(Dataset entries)
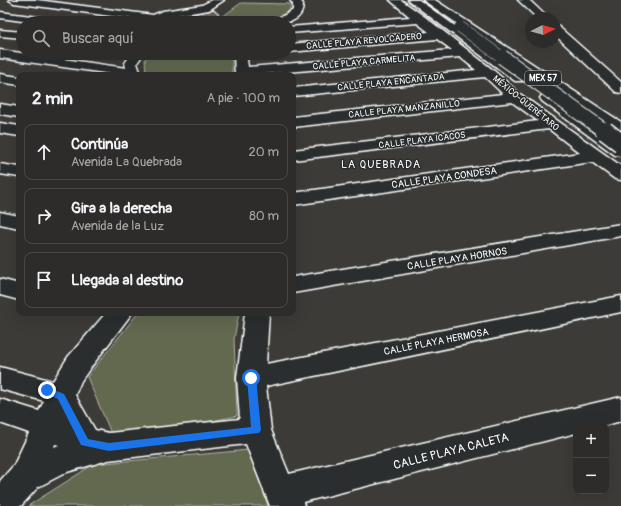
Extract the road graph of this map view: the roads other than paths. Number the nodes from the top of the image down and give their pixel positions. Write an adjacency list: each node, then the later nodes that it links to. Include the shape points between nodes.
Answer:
1 (219, 0): 11 (main road)
2 (307, 0): 7 (main road)
3 (421, 0): 51 (main road, bridge)
4 (428, 0): 31 (main road, MEX 57)
5 (523, 0): 12 (main road)
6 (25, 1): 10 (main road); 13 (main road); 17 (main road)
7 (296, 1): 15 (main road, via 299,7)
8 (162, 4): 11 (main road)
9 (400, 4): 19 (main road); 42 (main road)
10 (0, 9)
11 (201, 9): 18 (main road)
12 (536, 12)
13 (0, 14): 16 (main road)
14 (310, 14): 15 (main road)
15 (295, 15)
16 (16, 16)
17 (138, 16)
18 (158, 16)
19 (431, 28): 20 (main road); 24 (main road, CALLE PLAYA REVOLCADERO); 25 (main road, MÉXICO-QUERÉTARO); 42 (main road)
20 (296, 30)
21 (0, 32): 23 (main road)
22 (561, 34): 39 (main road)
23 (16, 35)
24 (296, 47)
25 (463, 53): 35 (main road, CALLE PLAYA CARMELITA); 36 (main road, MÉXICO-QUERÉTARO)
26 (0, 54): 27 (main road)
27 (16, 56)
28 (40, 60): 32 (main road)
29 (133, 60): 33 (main road, via 131,63)
30 (240, 60): 34 (main road)
31 (521, 62): 48 (main road, MEX 57); 49 (main road)
32 (121, 72)
33 (133, 72)
34 (241, 72)
35 (262, 72)
36 (488, 73): 40 (main road, CALLE PLAYA ENCANTADA); 41 (main road, MÉXICO-QUERÉTARO)
37 (0, 78): 38 (main road)
38 (16, 81)
39 (621, 89)
40 (296, 92)
41 (515, 97): 45 (main road, CALLE PLAYA MANZANILLO); 46 (main road, MÉXICO-QUERÉTARO)
42 (552, 102): 49 (main road)
43 (0, 109): 44 (main road)
44 (16, 112)
45 (296, 122)
46 (552, 124): 53 (main road, CALLE PLAYA ICACOS); 54 (main road, MÉXICO-QUERÉTARO)
47 (0, 128): 50 (main road)
48 (621, 129)
49 (591, 130): 52 (main road)
50 (16, 131)
51 (621, 143)
52 (621, 152)
53 (296, 155)
54 (595, 156): 57 (main road, MÉXICO-QUERÉTARO); 58 (main road, CALLE PLAYA CONDESA)
55 (0, 169): 56 (main road)
56 (16, 172)
57 (621, 175)
58 (296, 199)
59 (0, 218): 60 (main road)
60 (16, 221)
61 (621, 230): 62 (main road, CALLE PLAYA HORNOS)
62 (296, 284)
63 (0, 287): 64 (main road)
64 (16, 291)
65 (621, 304): 69 (main road, CALLE PLAYA HERMOSA)
66 (114, 316): 70 (main road, via 69,377)
67 (257, 316): 69 (main road)
68 (0, 378): 70 (main road)
69 (251, 378): 74 (main road)
70 (61, 396): 73 (main road); 75 (main road)
71 (621, 409): 77 (main road, CALLE PLAYA CALETA)
72 (0, 411): 73 (main road)
73 (47, 427): 75 (main road); 76 (main road)
74 (256, 430): 75 (main road); 77 (main road)
75 (97, 445): 76 (main road)
76 (26, 476): 78 (main road)
77 (284, 499)
78 (0, 505)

## [HOW TO COMPLETE THIS TASK]
Collect each line of the entries that has the word "CALLE", copying it in full.

## [EXERCISE ANSWER]
19 (431, 28): 20 (main road); 24 (main road, CALLE PLAYA REVOLCADERO); 25 (main road, MÉXICO-QUERÉTARO); 42 (main road)
25 (463, 53): 35 (main road, CALLE PLAYA CARMELITA); 36 (main road, MÉXICO-QUERÉTARO)
36 (488, 73): 40 (main road, CALLE PLAYA ENCANTADA); 41 (main road, MÉXICO-QUERÉTARO)
41 (515, 97): 45 (main road, CALLE PLAYA MANZANILLO); 46 (main road, MÉXICO-QUERÉTARO)
46 (552, 124): 53 (main road, CALLE PLAYA ICACOS); 54 (main road, MÉXICO-QUERÉTARO)
54 (595, 156): 57 (main road, MÉXICO-QUERÉTARO); 58 (main road, CALLE PLAYA CONDESA)
61 (621, 230): 62 (main road, CALLE PLAYA HORNOS)
65 (621, 304): 69 (main road, CALLE PLAYA HERMOSA)
71 (621, 409): 77 (main road, CALLE PLAYA CALETA)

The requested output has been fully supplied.